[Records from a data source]
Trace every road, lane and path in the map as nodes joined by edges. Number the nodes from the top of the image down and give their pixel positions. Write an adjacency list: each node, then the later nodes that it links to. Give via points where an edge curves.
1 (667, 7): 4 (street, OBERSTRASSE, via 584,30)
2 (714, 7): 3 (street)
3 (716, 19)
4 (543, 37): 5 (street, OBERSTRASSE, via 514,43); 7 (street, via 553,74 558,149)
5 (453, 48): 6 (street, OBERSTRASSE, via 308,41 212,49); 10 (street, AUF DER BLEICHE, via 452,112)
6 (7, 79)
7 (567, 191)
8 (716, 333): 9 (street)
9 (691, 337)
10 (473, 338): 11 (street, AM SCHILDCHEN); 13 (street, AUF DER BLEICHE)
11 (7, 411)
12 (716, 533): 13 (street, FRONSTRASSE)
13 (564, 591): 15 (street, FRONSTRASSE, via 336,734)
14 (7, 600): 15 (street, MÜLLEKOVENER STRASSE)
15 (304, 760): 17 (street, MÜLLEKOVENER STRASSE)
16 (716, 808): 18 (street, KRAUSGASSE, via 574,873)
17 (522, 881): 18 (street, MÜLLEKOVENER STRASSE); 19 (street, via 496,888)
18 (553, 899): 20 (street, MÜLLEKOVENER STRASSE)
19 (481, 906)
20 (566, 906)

- [What you are asked to do]: All the lines above need to be printed again, exactly.

- [Answer to the exercise]:
Trace every road, lane and path in the map as nodes joined by edges. Number the nodes from the top of the image down and give their pixel positions. Write an adjacency list: each node, then the later nodes that it links to. Give via points where an edge curves.
1 (667, 7): 4 (street, OBERSTRASSE, via 584,30)
2 (714, 7): 3 (street)
3 (716, 19)
4 (543, 37): 5 (street, OBERSTRASSE, via 514,43); 7 (street, via 553,74 558,149)
5 (453, 48): 6 (street, OBERSTRASSE, via 308,41 212,49); 10 (street, AUF DER BLEICHE, via 452,112)
6 (7, 79)
7 (567, 191)
8 (716, 333): 9 (street)
9 (691, 337)
10 (473, 338): 11 (street, AM SCHILDCHEN); 13 (street, AUF DER BLEICHE)
11 (7, 411)
12 (716, 533): 13 (street, FRONSTRASSE)
13 (564, 591): 15 (street, FRONSTRASSE, via 336,734)
14 (7, 600): 15 (street, MÜLLEKOVENER STRASSE)
15 (304, 760): 17 (street, MÜLLEKOVENER STRASSE)
16 (716, 808): 18 (street, KRAUSGASSE, via 574,873)
17 (522, 881): 18 (street, MÜLLEKOVENER STRASSE); 19 (street, via 496,888)
18 (553, 899): 20 (street, MÜLLEKOVENER STRASSE)
19 (481, 906)
20 (566, 906)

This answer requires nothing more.